As we reported in yesterday's coverage of Liberation Day's one-year anniversary, the sweeping tariffs imposed on April 2, 2025 have permanently altered the retail landscape. Today, with new industry-specific data flowing in from CNBC, the Yale Budget Lab, and the Richmond Fed, the picture is coming into sharper focus — and it's more uneven than the headline numbers suggest.
The US average effective tariff rate now stands at 11.0%, according to the Yale Budget Lab's April 2 analysis — the highest since 1943, outside of 2025's initial shock period. For the average household, that translates to a real-income loss of roughly $1,338 per year in the current regime, rising to over $1,500 if Section 122 tariffs are extended past their scheduled sunset.
But the averages mask drastically different outcomes by sector.

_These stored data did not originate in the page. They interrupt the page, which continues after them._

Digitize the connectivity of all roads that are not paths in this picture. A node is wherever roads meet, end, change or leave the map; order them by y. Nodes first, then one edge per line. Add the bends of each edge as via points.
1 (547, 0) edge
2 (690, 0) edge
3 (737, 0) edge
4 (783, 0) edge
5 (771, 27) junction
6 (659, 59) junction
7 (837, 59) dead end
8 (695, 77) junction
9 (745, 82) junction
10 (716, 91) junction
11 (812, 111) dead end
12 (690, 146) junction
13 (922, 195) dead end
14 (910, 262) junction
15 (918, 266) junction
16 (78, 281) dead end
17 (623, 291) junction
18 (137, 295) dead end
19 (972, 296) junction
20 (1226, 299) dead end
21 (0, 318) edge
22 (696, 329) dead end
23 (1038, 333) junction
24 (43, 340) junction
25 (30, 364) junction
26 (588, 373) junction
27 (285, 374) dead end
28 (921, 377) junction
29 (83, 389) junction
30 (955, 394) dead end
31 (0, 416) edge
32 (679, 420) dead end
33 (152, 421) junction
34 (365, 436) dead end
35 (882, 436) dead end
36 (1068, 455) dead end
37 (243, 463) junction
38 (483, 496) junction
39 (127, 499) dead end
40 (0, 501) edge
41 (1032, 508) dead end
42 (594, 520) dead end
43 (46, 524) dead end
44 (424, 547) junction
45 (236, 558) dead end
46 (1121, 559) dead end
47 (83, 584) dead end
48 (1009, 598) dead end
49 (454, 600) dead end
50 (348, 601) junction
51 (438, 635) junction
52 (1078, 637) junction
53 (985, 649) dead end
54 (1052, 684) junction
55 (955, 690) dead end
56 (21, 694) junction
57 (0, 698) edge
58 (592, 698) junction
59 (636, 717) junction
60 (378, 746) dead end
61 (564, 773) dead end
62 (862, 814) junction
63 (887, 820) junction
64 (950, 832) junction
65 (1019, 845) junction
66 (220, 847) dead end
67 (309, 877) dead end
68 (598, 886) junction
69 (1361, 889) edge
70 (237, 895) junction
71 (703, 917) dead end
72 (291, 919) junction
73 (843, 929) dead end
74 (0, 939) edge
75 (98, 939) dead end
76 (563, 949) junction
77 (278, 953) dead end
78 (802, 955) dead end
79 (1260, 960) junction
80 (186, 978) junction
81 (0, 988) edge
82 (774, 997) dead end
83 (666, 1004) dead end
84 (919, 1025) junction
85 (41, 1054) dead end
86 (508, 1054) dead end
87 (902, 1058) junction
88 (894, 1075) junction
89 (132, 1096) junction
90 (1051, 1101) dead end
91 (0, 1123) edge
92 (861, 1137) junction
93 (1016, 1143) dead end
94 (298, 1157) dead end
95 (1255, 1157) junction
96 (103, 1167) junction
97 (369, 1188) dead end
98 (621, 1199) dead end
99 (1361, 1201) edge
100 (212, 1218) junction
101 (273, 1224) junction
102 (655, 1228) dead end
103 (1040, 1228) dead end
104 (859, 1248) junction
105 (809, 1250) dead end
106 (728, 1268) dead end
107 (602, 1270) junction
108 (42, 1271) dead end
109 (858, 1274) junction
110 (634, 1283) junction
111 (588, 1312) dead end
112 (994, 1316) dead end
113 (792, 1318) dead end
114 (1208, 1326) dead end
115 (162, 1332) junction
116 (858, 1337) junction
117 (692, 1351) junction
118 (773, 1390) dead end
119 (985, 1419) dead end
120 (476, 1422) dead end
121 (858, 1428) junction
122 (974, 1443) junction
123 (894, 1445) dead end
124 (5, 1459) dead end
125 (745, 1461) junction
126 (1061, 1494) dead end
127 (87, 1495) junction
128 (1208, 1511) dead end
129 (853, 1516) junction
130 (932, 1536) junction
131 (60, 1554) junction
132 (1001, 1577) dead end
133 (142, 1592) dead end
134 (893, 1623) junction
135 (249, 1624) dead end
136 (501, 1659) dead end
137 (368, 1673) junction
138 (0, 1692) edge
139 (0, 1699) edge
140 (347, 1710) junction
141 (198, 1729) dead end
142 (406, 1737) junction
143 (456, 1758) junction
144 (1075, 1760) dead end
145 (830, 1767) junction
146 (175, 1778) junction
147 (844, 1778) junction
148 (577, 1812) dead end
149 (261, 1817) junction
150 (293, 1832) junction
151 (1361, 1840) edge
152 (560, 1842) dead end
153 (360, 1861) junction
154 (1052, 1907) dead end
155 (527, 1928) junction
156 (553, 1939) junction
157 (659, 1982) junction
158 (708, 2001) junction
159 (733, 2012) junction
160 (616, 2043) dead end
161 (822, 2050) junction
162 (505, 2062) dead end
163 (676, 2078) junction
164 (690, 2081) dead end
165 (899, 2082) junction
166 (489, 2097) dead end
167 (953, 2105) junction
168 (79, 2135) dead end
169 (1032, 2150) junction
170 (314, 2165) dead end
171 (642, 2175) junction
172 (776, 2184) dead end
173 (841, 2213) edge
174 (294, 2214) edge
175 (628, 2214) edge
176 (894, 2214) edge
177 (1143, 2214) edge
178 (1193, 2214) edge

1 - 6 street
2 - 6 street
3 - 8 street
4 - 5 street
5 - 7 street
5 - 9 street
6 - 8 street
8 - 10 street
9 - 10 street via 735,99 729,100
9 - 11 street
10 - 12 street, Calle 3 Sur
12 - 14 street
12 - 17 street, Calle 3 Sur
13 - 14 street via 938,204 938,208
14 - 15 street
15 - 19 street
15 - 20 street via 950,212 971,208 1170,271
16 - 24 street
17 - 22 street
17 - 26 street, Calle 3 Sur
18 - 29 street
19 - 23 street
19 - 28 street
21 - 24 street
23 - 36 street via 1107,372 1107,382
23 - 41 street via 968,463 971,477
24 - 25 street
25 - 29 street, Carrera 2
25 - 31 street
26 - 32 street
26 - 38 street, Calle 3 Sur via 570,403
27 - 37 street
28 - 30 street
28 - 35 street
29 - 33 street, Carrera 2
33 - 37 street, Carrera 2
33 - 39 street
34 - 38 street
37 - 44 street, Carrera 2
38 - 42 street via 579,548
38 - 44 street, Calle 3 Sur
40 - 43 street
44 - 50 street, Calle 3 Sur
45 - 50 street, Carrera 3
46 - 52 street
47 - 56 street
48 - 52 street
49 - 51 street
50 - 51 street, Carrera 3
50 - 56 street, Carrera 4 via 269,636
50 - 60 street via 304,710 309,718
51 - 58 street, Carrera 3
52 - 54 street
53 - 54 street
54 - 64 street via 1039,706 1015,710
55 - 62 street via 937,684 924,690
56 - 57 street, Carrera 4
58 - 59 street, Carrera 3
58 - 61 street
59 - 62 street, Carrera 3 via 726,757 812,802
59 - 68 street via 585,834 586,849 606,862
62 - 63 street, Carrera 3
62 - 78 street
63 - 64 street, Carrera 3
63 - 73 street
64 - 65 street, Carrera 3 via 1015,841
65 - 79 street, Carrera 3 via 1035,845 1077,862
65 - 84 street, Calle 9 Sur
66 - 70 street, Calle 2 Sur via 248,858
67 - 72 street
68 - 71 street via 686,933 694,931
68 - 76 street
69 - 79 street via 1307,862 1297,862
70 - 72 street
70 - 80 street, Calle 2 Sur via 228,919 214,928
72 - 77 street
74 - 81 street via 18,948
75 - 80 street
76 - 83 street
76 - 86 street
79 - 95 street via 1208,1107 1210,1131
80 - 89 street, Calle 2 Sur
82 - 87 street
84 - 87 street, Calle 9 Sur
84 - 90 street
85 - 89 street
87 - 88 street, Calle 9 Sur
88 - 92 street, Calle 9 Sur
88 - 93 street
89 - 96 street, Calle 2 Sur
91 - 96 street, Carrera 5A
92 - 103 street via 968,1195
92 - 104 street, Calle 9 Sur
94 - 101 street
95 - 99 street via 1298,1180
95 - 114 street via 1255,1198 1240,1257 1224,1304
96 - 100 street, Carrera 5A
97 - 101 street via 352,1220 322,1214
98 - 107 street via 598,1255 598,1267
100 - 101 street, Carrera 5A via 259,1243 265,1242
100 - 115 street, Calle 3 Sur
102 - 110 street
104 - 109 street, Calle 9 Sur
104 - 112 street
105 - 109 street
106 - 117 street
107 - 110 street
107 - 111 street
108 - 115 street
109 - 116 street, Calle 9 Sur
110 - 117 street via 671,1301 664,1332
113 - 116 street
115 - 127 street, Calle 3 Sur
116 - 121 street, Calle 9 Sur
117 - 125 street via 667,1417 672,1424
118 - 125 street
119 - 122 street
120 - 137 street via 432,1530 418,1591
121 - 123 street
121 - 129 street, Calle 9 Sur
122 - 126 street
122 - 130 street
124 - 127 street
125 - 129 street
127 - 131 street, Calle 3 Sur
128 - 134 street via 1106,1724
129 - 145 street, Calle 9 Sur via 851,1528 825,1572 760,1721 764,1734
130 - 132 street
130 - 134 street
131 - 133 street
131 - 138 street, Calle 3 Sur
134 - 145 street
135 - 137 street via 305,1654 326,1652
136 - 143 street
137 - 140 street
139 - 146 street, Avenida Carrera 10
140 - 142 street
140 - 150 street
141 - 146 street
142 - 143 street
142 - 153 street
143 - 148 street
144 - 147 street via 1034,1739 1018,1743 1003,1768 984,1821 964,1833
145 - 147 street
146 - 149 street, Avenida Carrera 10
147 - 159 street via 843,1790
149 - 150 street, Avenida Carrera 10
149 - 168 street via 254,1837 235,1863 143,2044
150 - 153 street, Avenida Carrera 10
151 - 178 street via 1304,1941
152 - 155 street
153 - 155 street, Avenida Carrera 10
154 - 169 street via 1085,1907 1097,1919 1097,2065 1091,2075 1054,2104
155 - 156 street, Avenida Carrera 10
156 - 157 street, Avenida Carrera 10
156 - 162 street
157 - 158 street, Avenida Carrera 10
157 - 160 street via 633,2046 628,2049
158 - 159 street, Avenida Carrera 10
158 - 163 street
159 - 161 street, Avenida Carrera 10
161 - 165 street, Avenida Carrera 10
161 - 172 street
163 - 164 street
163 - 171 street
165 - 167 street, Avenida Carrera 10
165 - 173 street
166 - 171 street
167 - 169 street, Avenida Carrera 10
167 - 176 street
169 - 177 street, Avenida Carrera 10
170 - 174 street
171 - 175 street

Consumer Packaged Goods: The Price-Raisers vs. The Absorbers
Procter & Gamble represents one end of the spectrum. Facing a $1 billion annual tariff burden, P&G raised prices on roughly 25% of its products — a move that preserved margins but accelerated the shift toward private label alternatives already underway in grocery aisles. McCormick, by contrast, managed to whittle its tariff impact down from an initial $70 million estimate to just $20 million through expense cuts, targeted price increases, and aggressive sourcing pivots to lower-tariffed countries, according to CNBC's April 3 analysis.
The divergence isn't random. Companies that moved early to model tariff exposure and pre-negotiate supplier concessions came out ahead. Companies that waited for policy clarity — which never came in any stable form — paid for the delay.
Automotive: Managed Pain, Not Catastrophe
General Motors absorbed $3.1 billion in tariff costs in 2025, per CNBC — a significant number, but meaningfully below the $3.5 to $4.5 billion the company had originally projected. Constellation Brands estimated a $20 million drag from aluminum tariffs alone. The broader automotive sector benefited from the Section 232 carve-outs that were renegotiated under pressure from domestic manufacturers, providing at least a partial buffer.
Retail-adjacent sectors — home improvement, appliances, and furniture — took harder hits because they couldn't shift sourcing fast enough. Categories like lumber, steel-framed furniture, and large appliances with embedded imported components saw the most sustained price pressure.
Apparel and Footwear: Still in the Thick of It
Apparel and footwear have been among the hardest-hit retail categories, with Morningstar projecting non-durable goods prices (which include textiles and clothing) rising 5.6% in 2026 — above the 4.5% expected for electronics and hard goods. Brands with deep China exposure and limited near-term sourcing alternatives have had the fewest options, and the ongoing Section 122 tariff litigation means the rules of the game are still technically unsettled.
The Hidden Cost: Administrative Drag
Beyond the direct dollar figures, businesses across sectors have told CNBC that the administrative burden has been its own category of damage. Filing paperwork for tariff refunds — expected to reach roughly $166 billion under the Supreme Court's partial ruling against IEEPA tariffs — takes time, legal resources, and operational attention that companies cannot reclaim. The Richmond Fed's April 2026 review of one year of tariff effects specifically flagged this hidden cost as underweighted in most economic analyses.
Small businesses, as Marketplace reported this week, have felt this proportionally more acutely than large retailers. A Macy's or a Target has a dedicated trade compliance team. An independent specialty retailer doesn't — and the refund filings process has proven complex enough to deter many from even attempting it.
What Retailers Should Watch Next
The Supreme Court's pending final decision on Section 122 tariff authority is the single biggest variable hanging over retail heading into the second half of 2026. The difference between an 11.0% effective rate and a ~6% rate — if Section 122 tariffs expire — is meaningful for margin planning, pricing strategy, and sourcing decisions.
Modern Retail's recent breakdown of tariff winners and losers identified a pattern that should be familiar by now: companies with diversified sourcing, strong private-label portfolios, and the ability to pass costs to consumers without triggering demand destruction came out ahead. Everyone else is still figuring out the math.
One year in, the lesson is less about tariff rates and more about organizational resilience. The companies that treated the last 12 months as a reason to build more robust supply chains — not just as a cost they were forced to absorb — are the ones positioned for whatever comes next.